Visitors to the city are greeted by the rat-tat-tat-tat of at least three different languages: Malay, Cantonese and English mostly, with a smattering of Mandarin, Hindi and Tamil on the side. It’s a result of Kuala Lumpur’s cosmopolitan past, which saw the original inhabitants of the Malay Peninsula melded together with British colonisers and indefatigable immigrant workers from China and India.

And it’s not just languages that rub up against each other: Taoist Temples back onto art deco edifices; Hindu gods tower over raging expressways; crumbly old cafes sit in the shadow of gleaming towers; monorails scoot past market stalls; and calls to prayer echo across mega-malls and jungle parklands.

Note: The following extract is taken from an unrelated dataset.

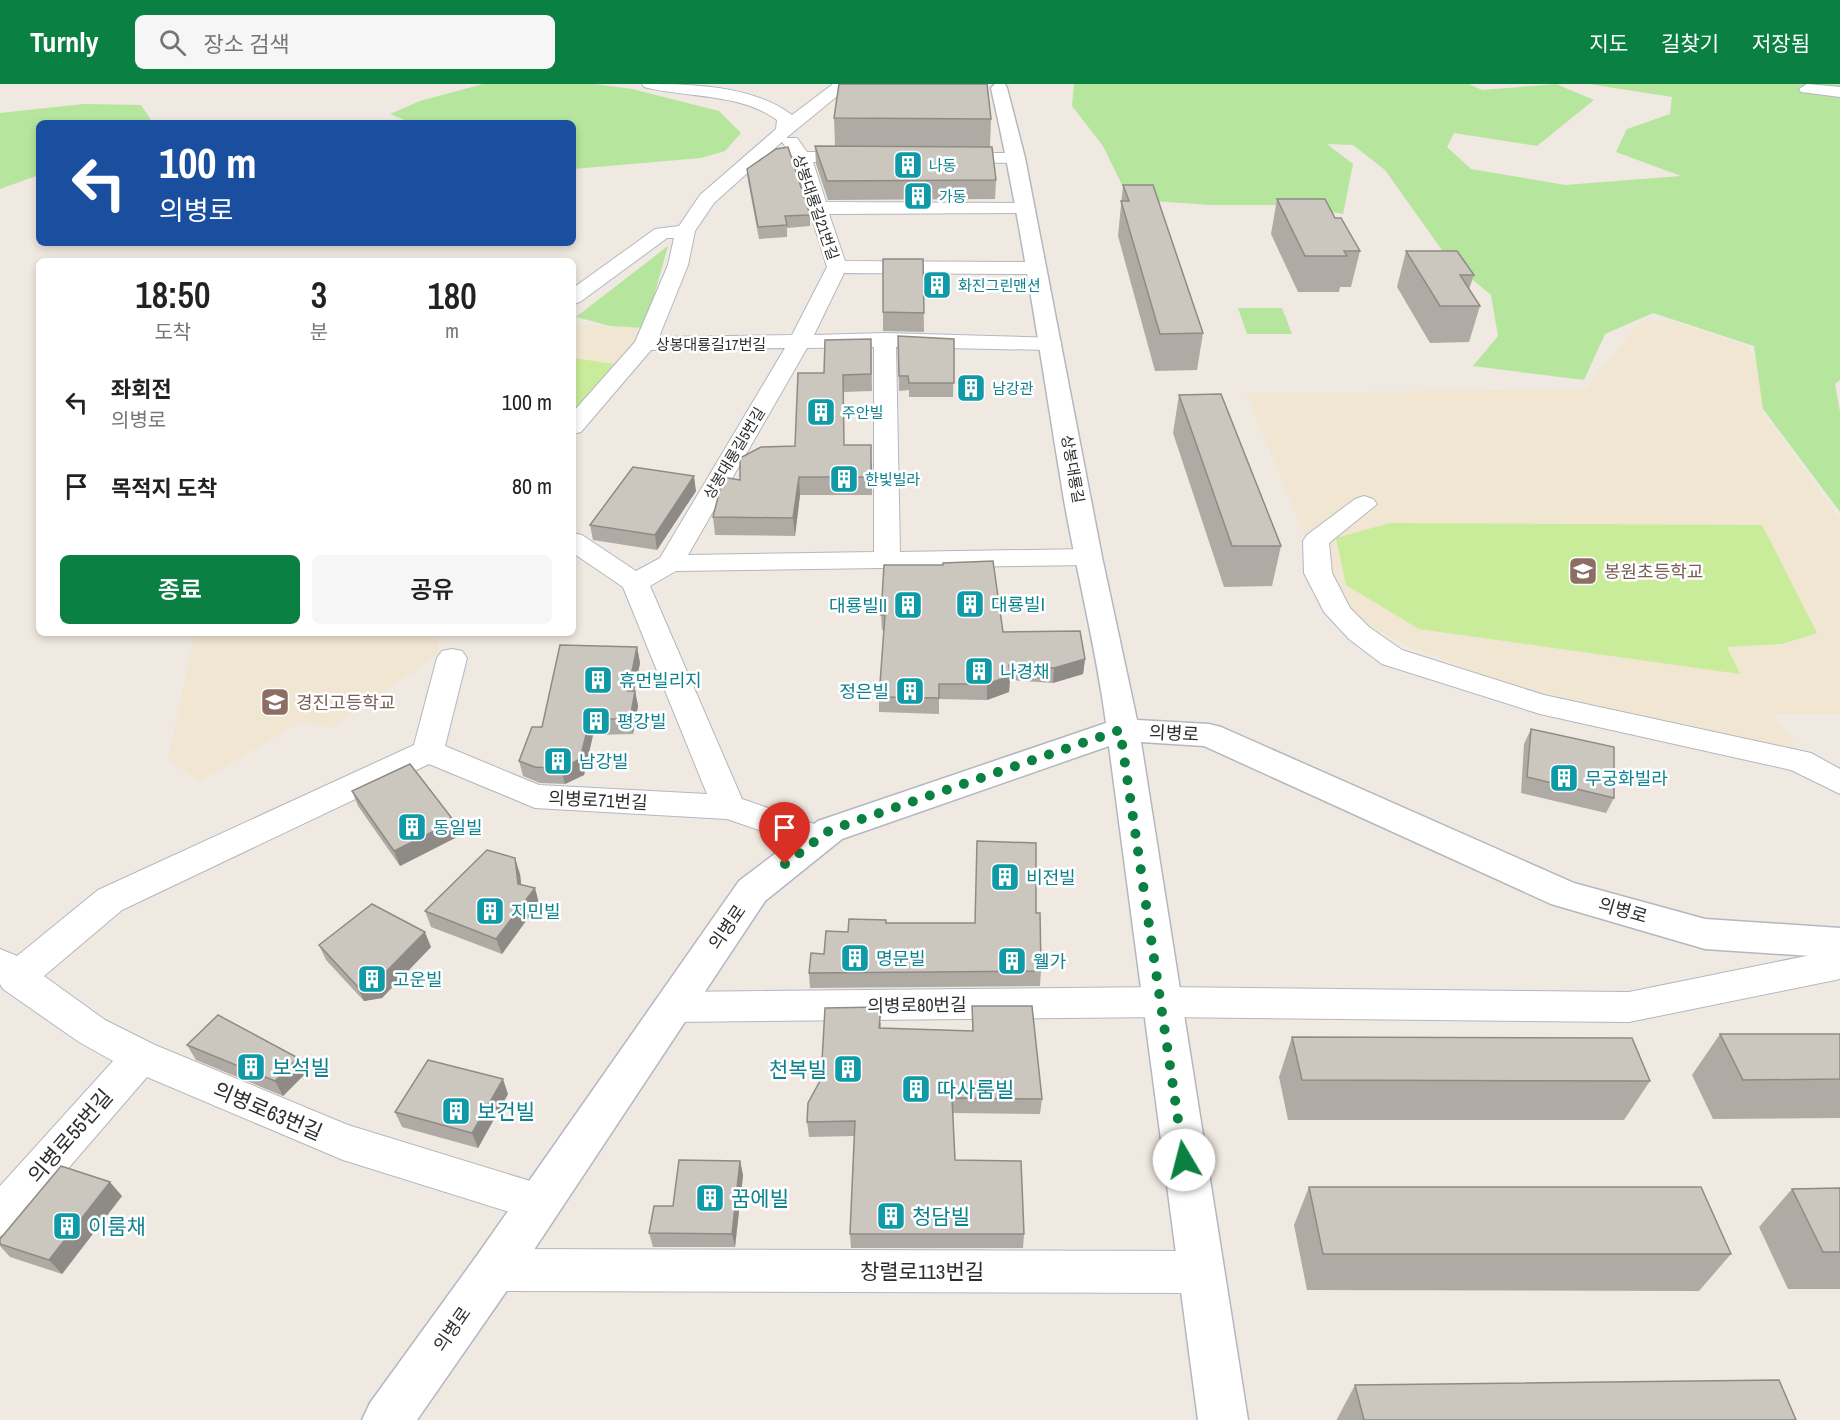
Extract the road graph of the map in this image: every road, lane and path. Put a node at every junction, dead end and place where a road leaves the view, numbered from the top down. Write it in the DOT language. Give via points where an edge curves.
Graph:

It’s a city crying out for exploration with every twist and turn revealing unexpected pleasures — don’t be afraid to throw away the map and just stroll. Circle around Merdeka Square, where the first British settlers built cricket pitches, mock-Tudor mansions and quite mad-looking Moorish and Moghul-inspired architecture. Get lost in the lanes behind Chinatown and see open-air barber shops with pearl-handled razors flashing above antique chairs, and dead-eyed half-pigs strung up in grotty butcher shops. Pootle around the Publika Mall and you’ll find girls in lacey floral dresses and guys in sharp suits smoking shisha and eating kimchi. Or get your style groove on in the boutiques and coffee shops of Bangsar, the city’s most fashionable suburb.

 

Satay at a street stall, Kuala Lumpur.

Satay at a street stall, Kuala Lumpur.

Food, glorious food
It’s said when the residents of Kuala Lumpur eat breakfast, they’re thinking about what to have for lunch. But as this city revels in world-class cuisine, it’s no wonder. Start with the food carts on the corner of Jalan Sultan and Chinatown, where you’ll find one of the city’s best-loved dishes, bak kuh teh, a double-boiled herbal broth laced with ginseng and pork ribs that tastes like strength in a bowl. Pull up a plastic stool among the locals and team with some chicken rice, char sui (barbecued pork) and Peking duck from the stall next door.

For more street-side dining, head next to lantern-lit Jalan Alor, where unmissable munchies include grilled chicken wings from Wong Ah Wah and beef ball noodles from the Ngau Kee stall, around the corner on Tengkat Tong Shin road.

A blast of air-con never goes amiss in this city, though, so for some cool, hawker-style fare, visit Lot 10 Hutong food court. Vendors are picked from the streets of KL, Penang and Malacca state; you’ll find all the favourites — fried oysters, roasted pork, hokkien mee (egg noodles stir-fried with egg, prawns, pork and veg), Hainanese chicken rice — for just a few ringgit more than on the street.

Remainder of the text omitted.